#### Action item:
What you return should be the complete listing, unchanged, with no pictures in it.

#### Input data:
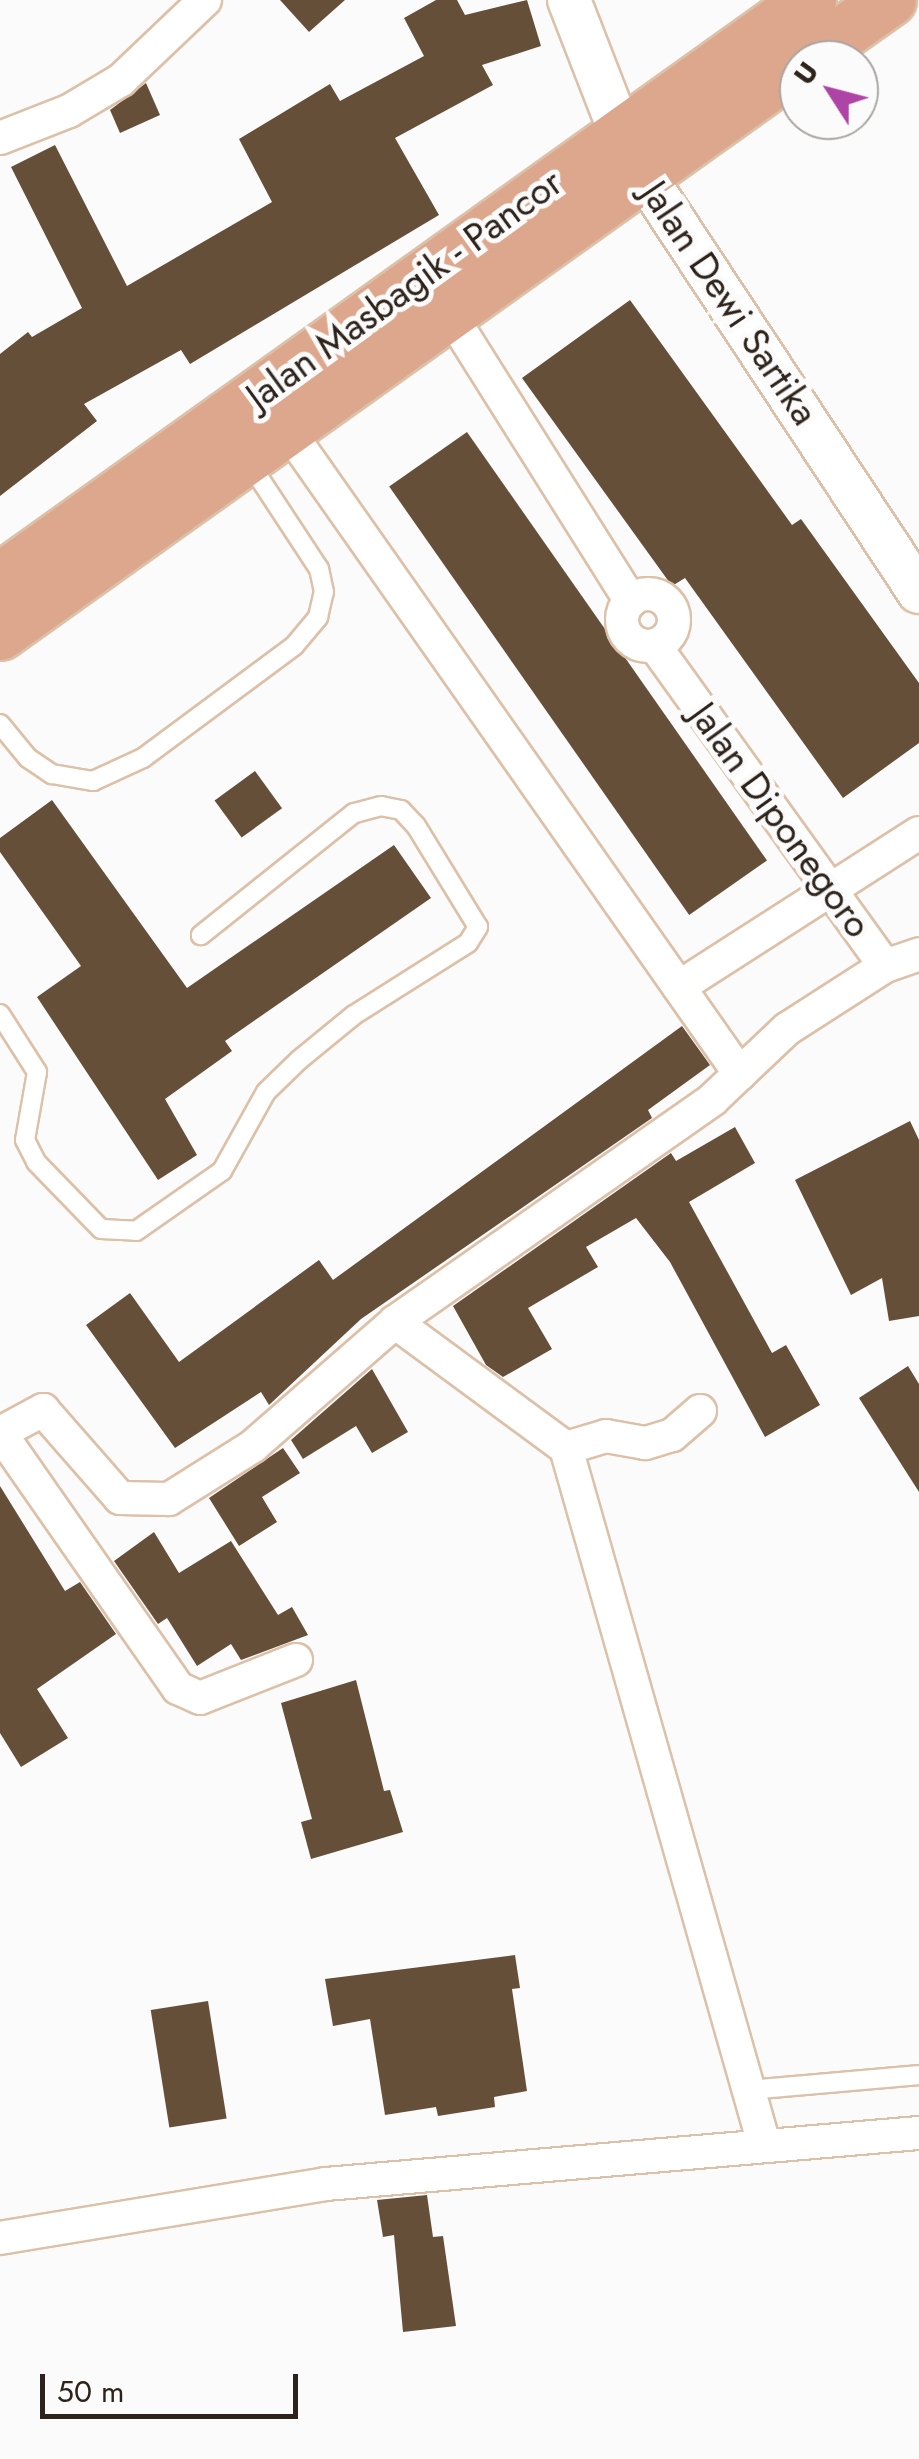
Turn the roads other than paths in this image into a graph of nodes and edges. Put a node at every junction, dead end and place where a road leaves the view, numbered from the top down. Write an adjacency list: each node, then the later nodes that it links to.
1 (205, 0): 7 (street)
2 (570, 0): 8 (street, Jalan Dewi Sartika)
3 (810, 0): 8 (main road, Jalan Masbagik - Pancor)
4 (890, 0): 5 (main road)
5 (833, 40)
6 (779, 75): 8 (main road, Jalan Masbagik - Pancor)
7 (0, 138)
8 (633, 155): 9 (main road, Jalan Masbagik - Pancor); 10 (main road, Jalan Masbagik - Pancor); 12 (street, Jalan Dewi Sartika)
9 (450, 314): 10 (main road, Jalan Masbagik - Pancor); 16 (street, Jalan Diponegoro)
10 (251, 438): 11 (main road, Jalan Masbagik - Pancor); 13 (main road, Jalan Masbagik - Pancor); 14 (lane); 20 (street)
11 (0, 580)
12 (919, 592)
13 (0, 634)
14 (0, 724)
15 (919, 834): 16 (street)
16 (835, 892): 19 (street, Jalan Diponegoro); 20 (street)
17 (201, 936): 21 (lane)
18 (919, 954): 19 (street, Jalan Diponegoro)
19 (886, 966): 22 (street)
20 (679, 987): 22 (street)
21 (0, 1014)
22 (740, 1074): 23 (street)
23 (395, 1322): 25 (street); 26 (street)
24 (700, 1412): 25 (street)
25 (566, 1448): 28 (street)
26 (296, 1660)
27 (919, 2075): 28 (lane)
28 (749, 2090): 30 (street)
29 (919, 2134): 30 (street)
30 (764, 2144): 31 (street)
31 (0, 2238)

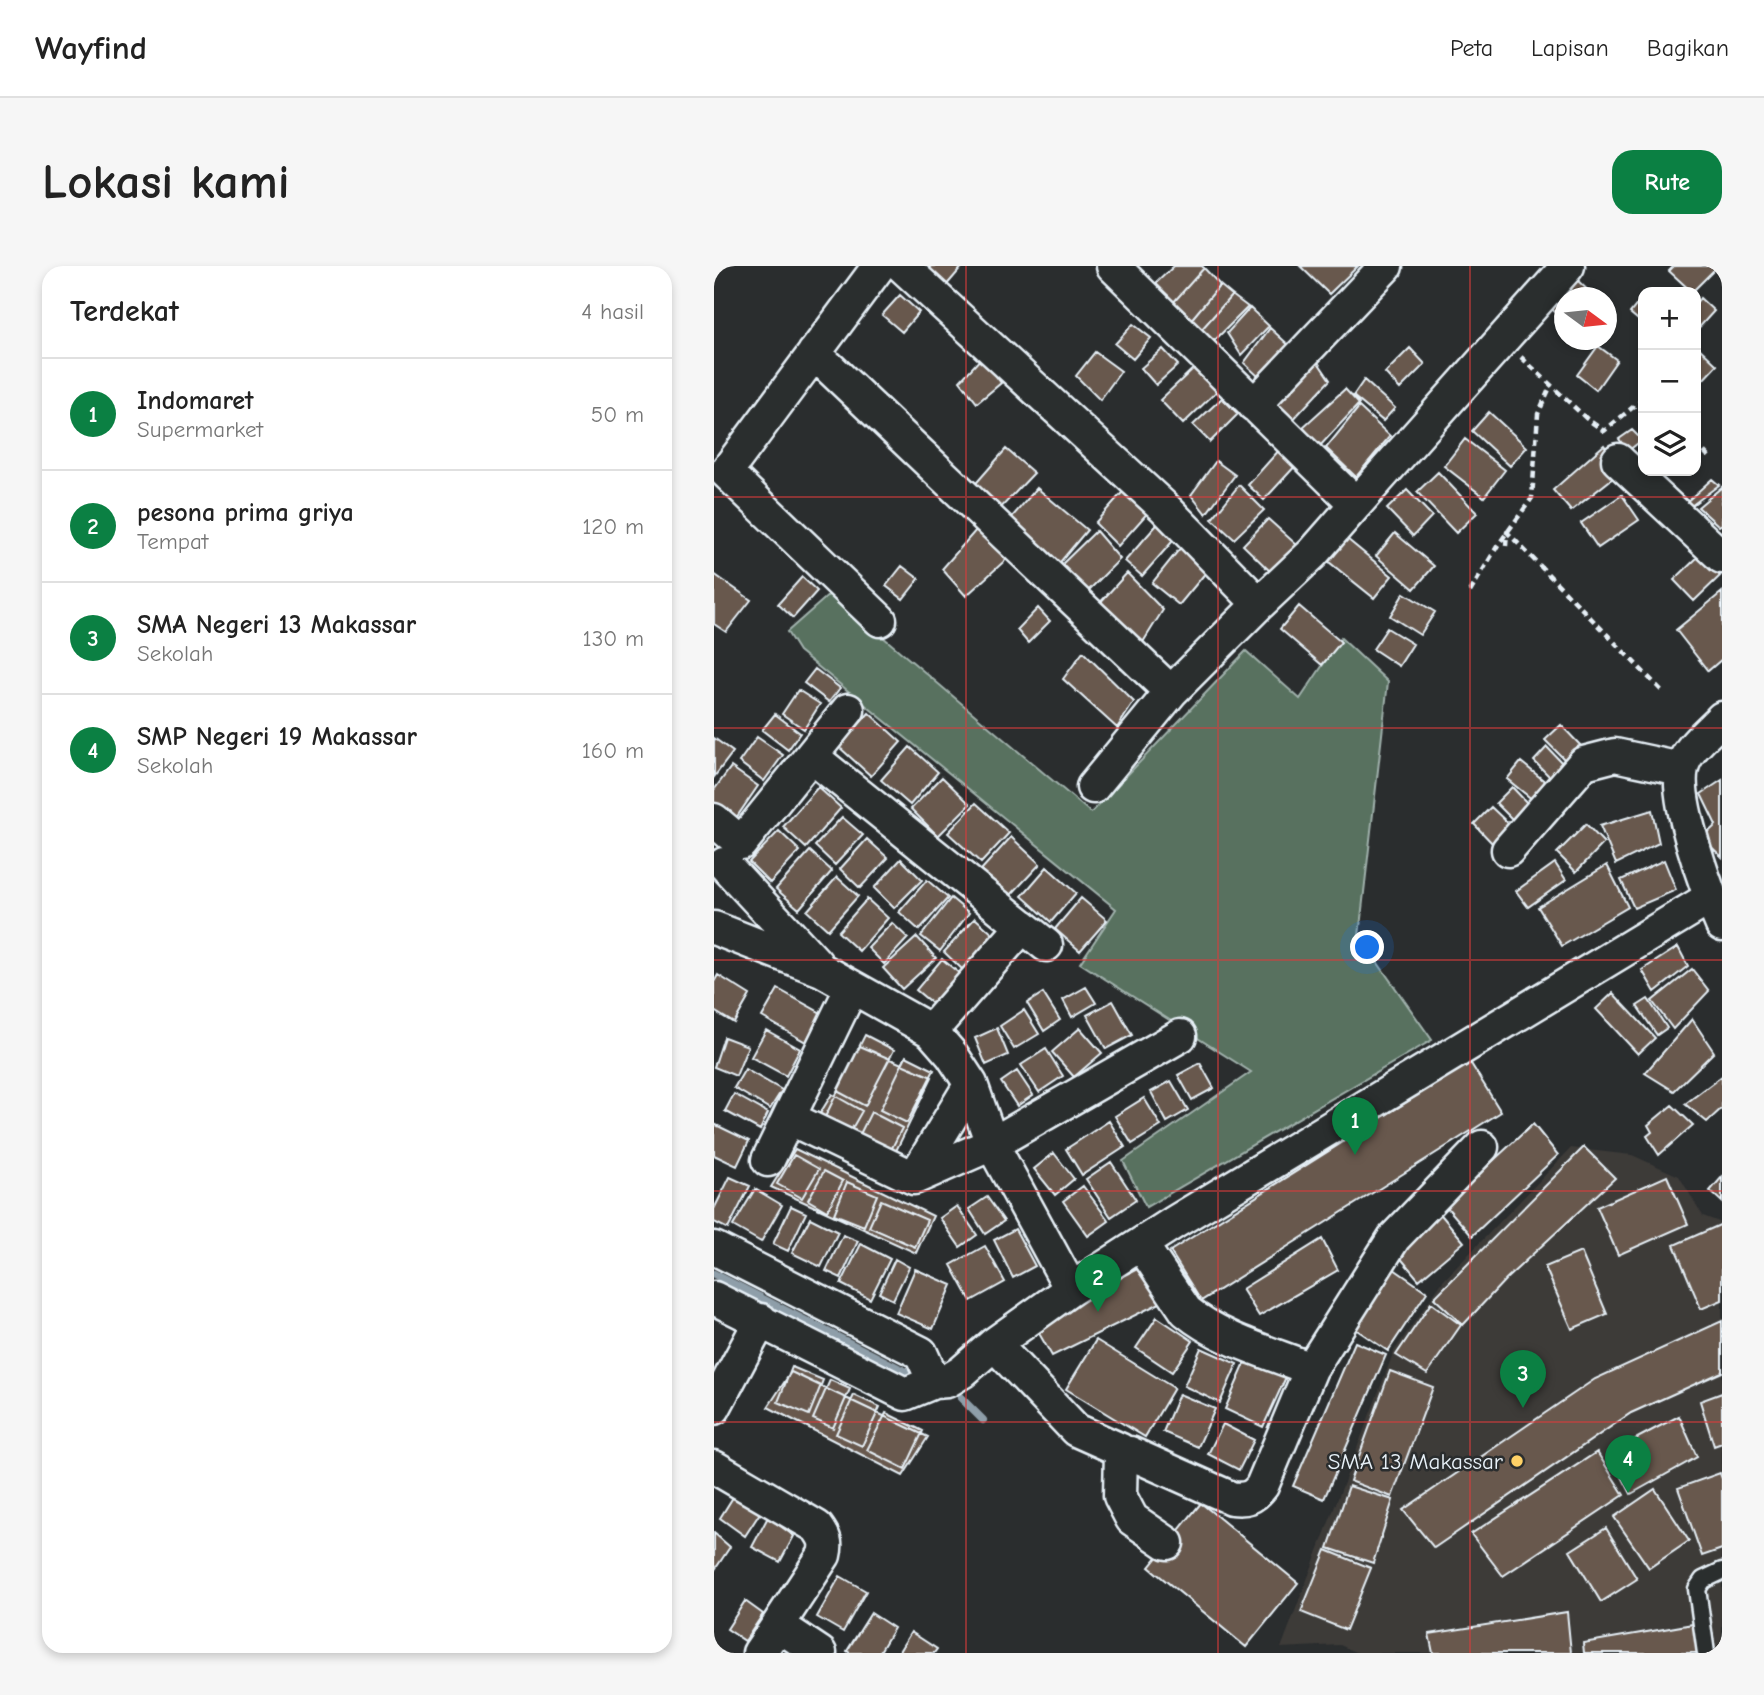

#### Result:
Turn the roads other than paths in this image into a graph of nodes and edges. Put a node at every junction, dead end and place where a road leaves the view, numbered from the top down. Write an adjacency list: each node, then the later nodes that it links to.
1 (205, 0): 7 (street)
2 (570, 0): 8 (street, Jalan Dewi Sartika)
3 (810, 0): 8 (main road, Jalan Masbagik - Pancor)
4 (890, 0): 5 (main road)
5 (833, 40)
6 (779, 75): 8 (main road, Jalan Masbagik - Pancor)
7 (0, 138)
8 (633, 155): 9 (main road, Jalan Masbagik - Pancor); 10 (main road, Jalan Masbagik - Pancor); 12 (street, Jalan Dewi Sartika)
9 (450, 314): 10 (main road, Jalan Masbagik - Pancor); 16 (street, Jalan Diponegoro)
10 (251, 438): 11 (main road, Jalan Masbagik - Pancor); 13 (main road, Jalan Masbagik - Pancor); 14 (lane); 20 (street)
11 (0, 580)
12 (919, 592)
13 (0, 634)
14 (0, 724)
15 (919, 834): 16 (street)
16 (835, 892): 19 (street, Jalan Diponegoro); 20 (street)
17 (201, 936): 21 (lane)
18 (919, 954): 19 (street, Jalan Diponegoro)
19 (886, 966): 22 (street)
20 (679, 987): 22 (street)
21 (0, 1014)
22 (740, 1074): 23 (street)
23 (395, 1322): 25 (street); 26 (street)
24 (700, 1412): 25 (street)
25 (566, 1448): 28 (street)
26 (296, 1660)
27 (919, 2075): 28 (lane)
28 (749, 2090): 30 (street)
29 (919, 2134): 30 (street)
30 (764, 2144): 31 (street)
31 (0, 2238)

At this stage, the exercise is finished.